### WHAT THE TASK ASKS
Scan the lines below; pull out those with "from".

──────── DATA SUPPLIED ────────

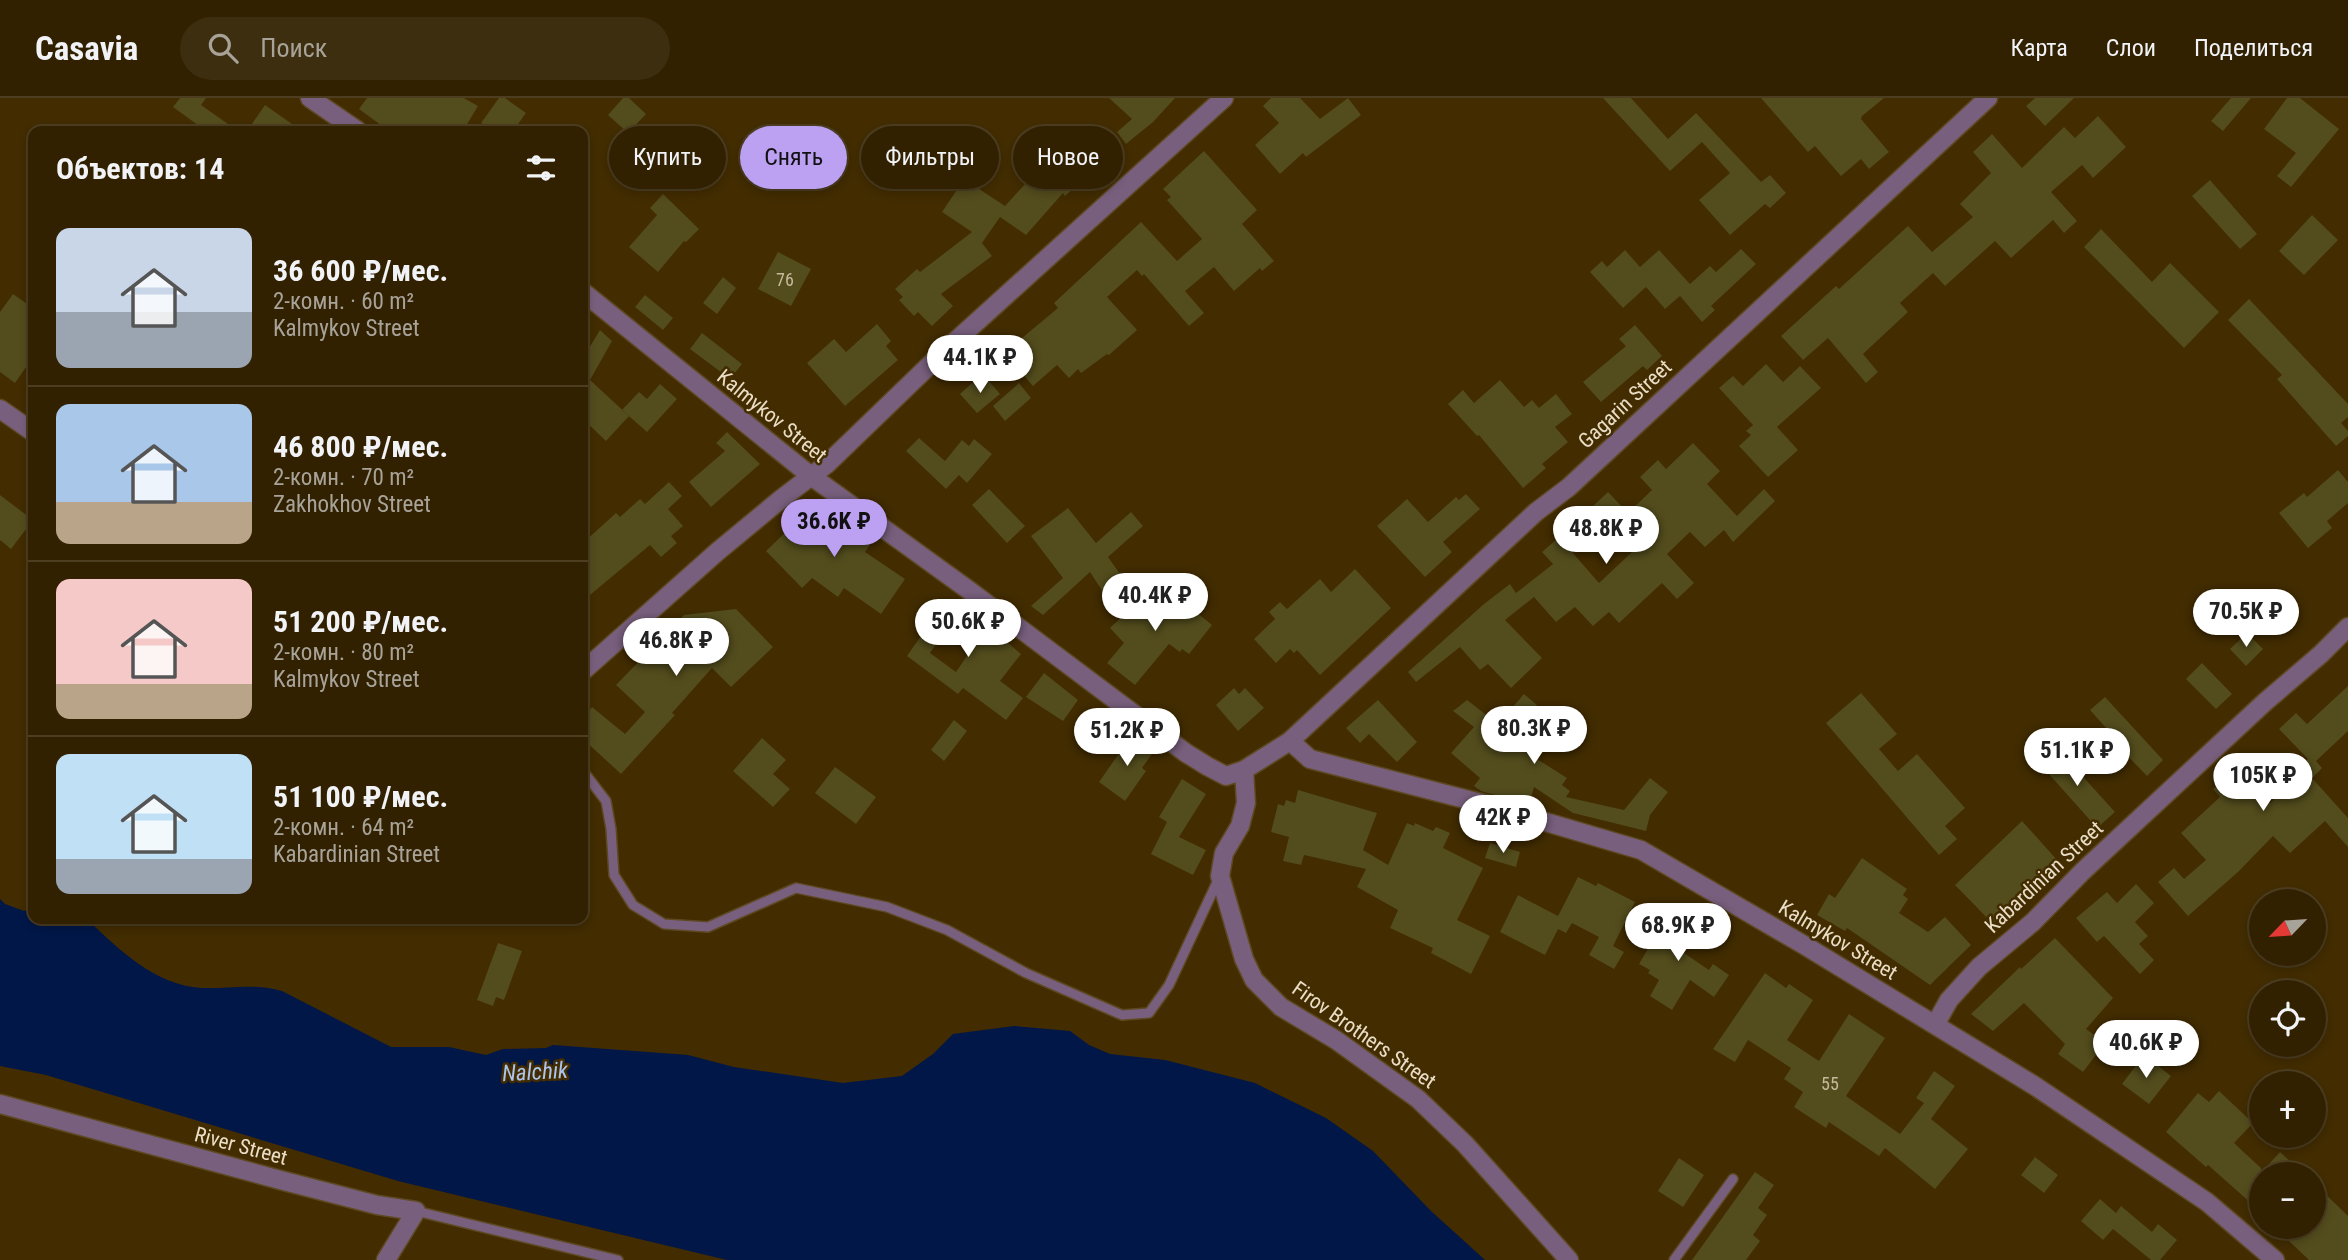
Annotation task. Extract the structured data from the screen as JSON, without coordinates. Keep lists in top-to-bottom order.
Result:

────────
──────── DATA SUPPLIED ────────

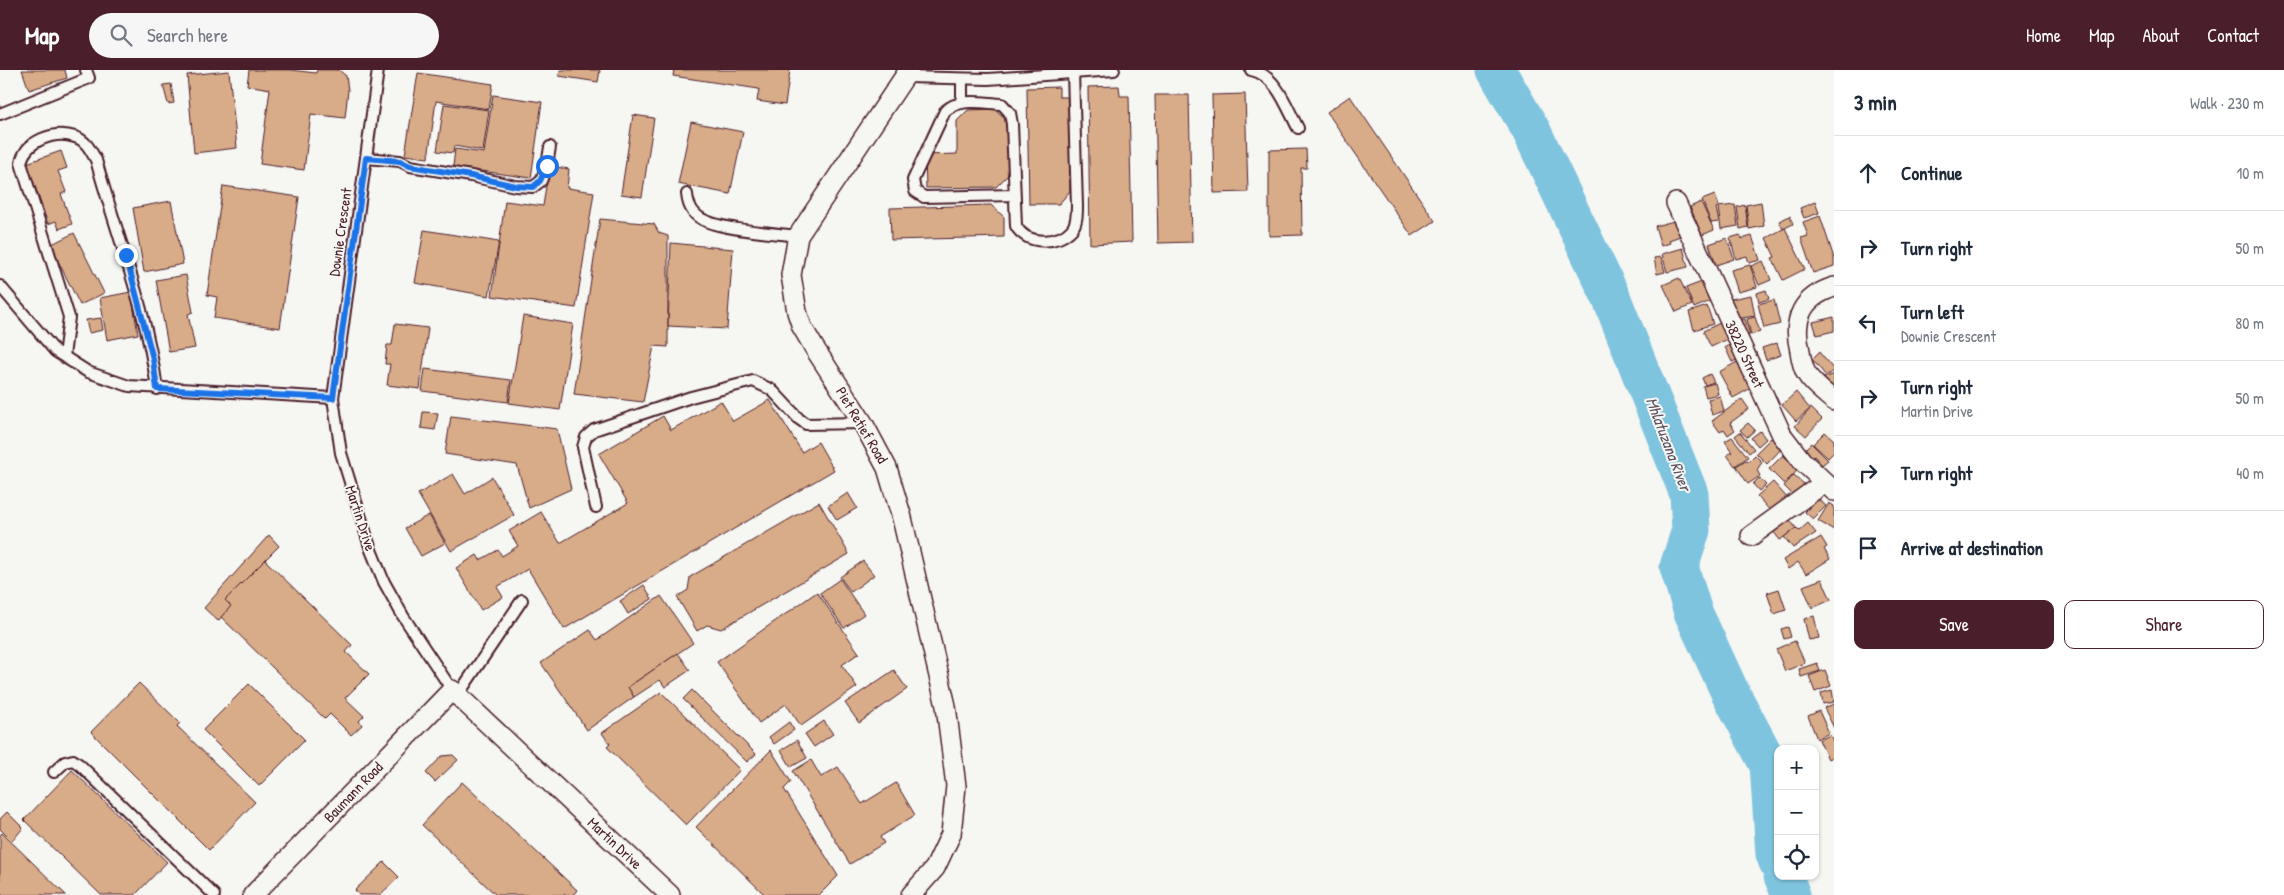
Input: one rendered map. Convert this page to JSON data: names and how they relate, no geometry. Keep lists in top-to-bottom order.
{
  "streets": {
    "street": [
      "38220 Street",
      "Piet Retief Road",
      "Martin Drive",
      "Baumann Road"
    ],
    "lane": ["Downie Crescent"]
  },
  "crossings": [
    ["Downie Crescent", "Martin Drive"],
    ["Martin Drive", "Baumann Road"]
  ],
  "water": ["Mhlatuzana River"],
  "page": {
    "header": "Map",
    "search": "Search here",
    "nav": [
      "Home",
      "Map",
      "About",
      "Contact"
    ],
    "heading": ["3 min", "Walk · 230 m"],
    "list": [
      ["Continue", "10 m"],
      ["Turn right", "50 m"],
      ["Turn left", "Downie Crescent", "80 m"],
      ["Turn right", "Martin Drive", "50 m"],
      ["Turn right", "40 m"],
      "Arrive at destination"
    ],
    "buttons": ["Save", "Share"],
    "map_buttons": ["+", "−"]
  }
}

────────
──────── DATA SUPPLIED ────────

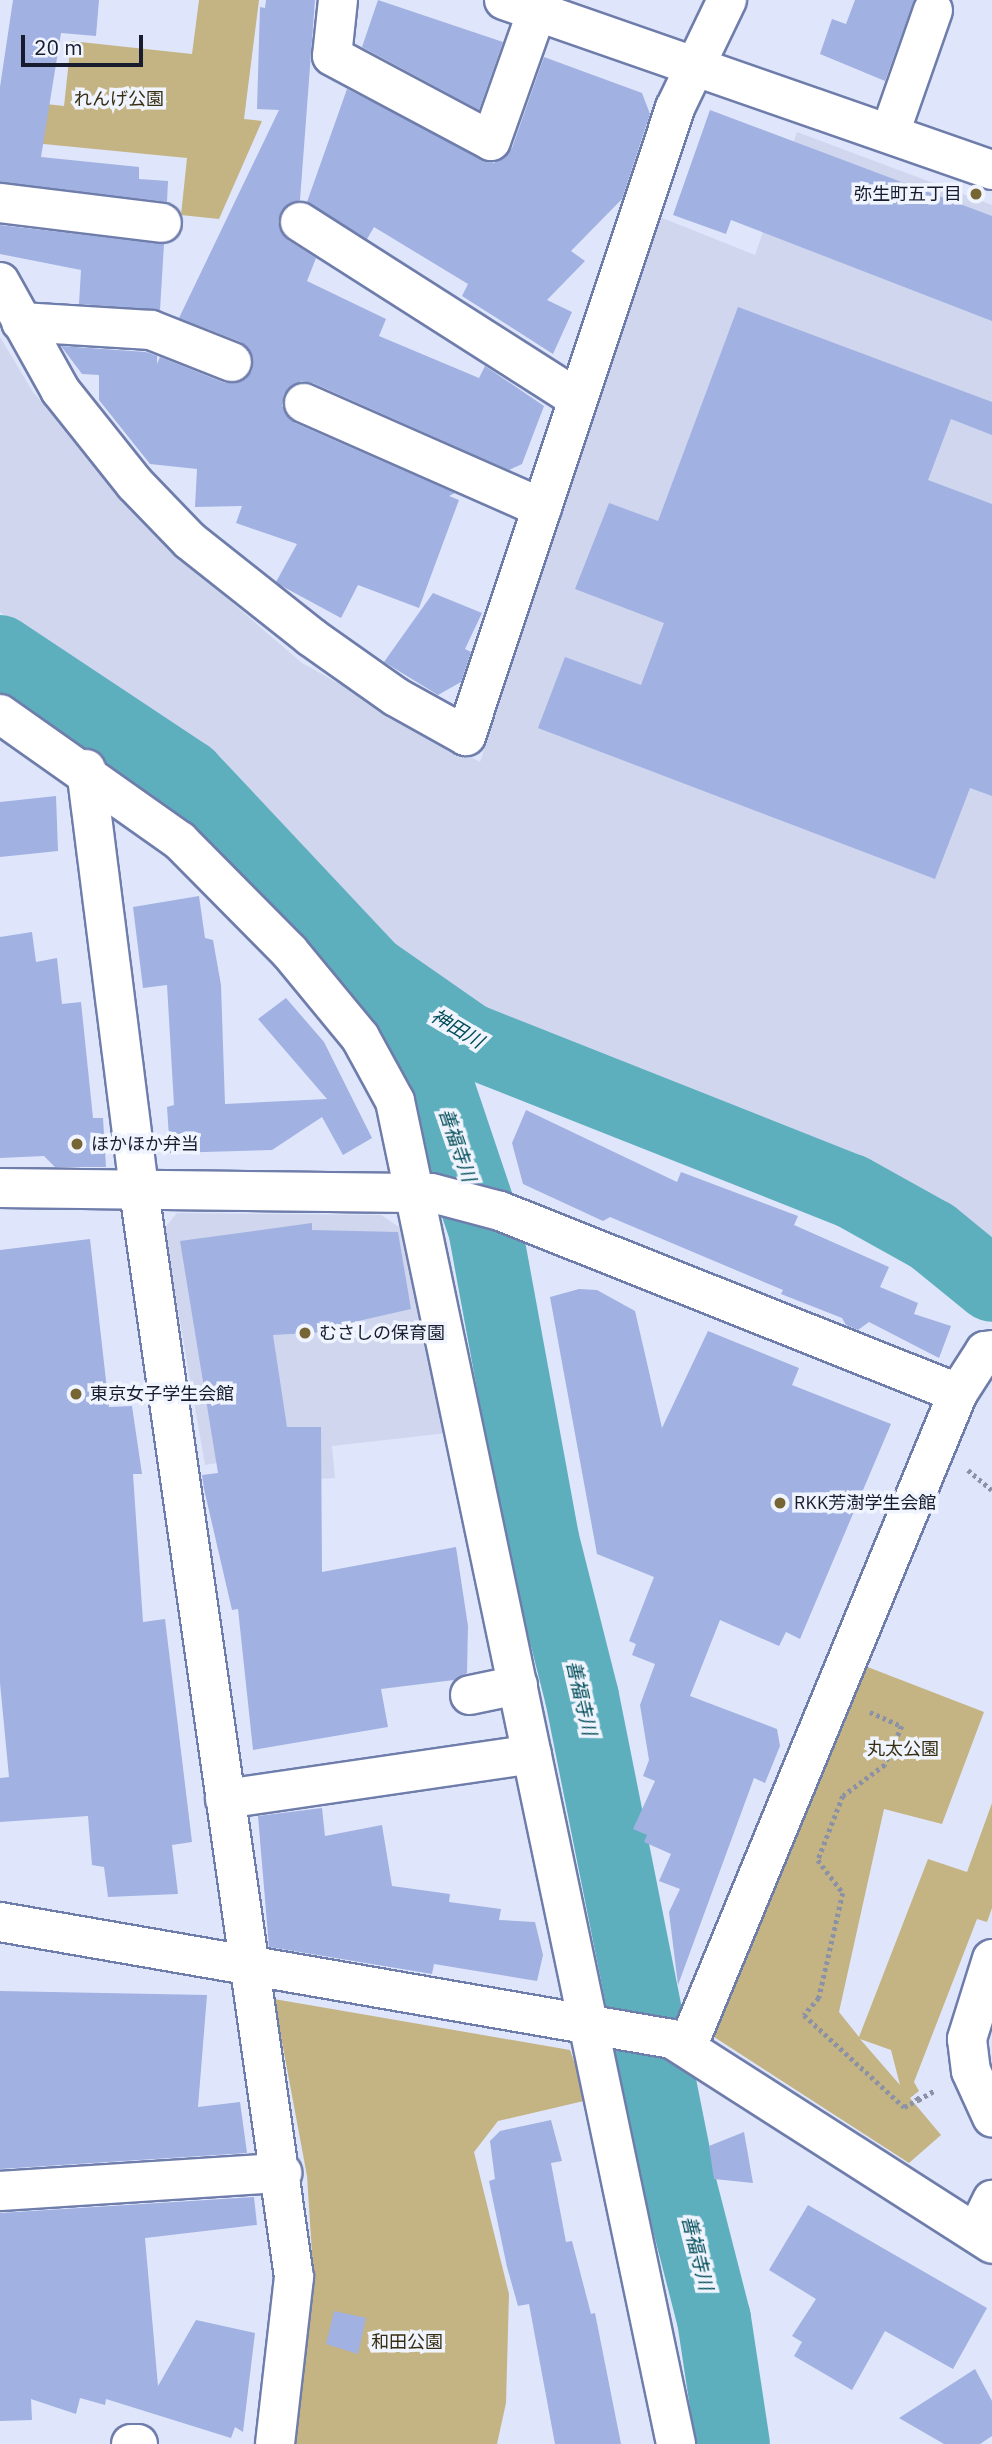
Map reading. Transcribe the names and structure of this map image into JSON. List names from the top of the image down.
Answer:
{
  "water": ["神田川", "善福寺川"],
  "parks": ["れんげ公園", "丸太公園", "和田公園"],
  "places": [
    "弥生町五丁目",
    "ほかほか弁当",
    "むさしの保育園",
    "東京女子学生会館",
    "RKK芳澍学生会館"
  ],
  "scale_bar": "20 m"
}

────────

### ANSWER SPACE
Annotation task. Extract the structured data from the screen as JSON, without coordinates. Keep lists in top-to-bottom order.
Map reading. Transcribe the names and structure of this map image into JSON. List names from the top of the image down.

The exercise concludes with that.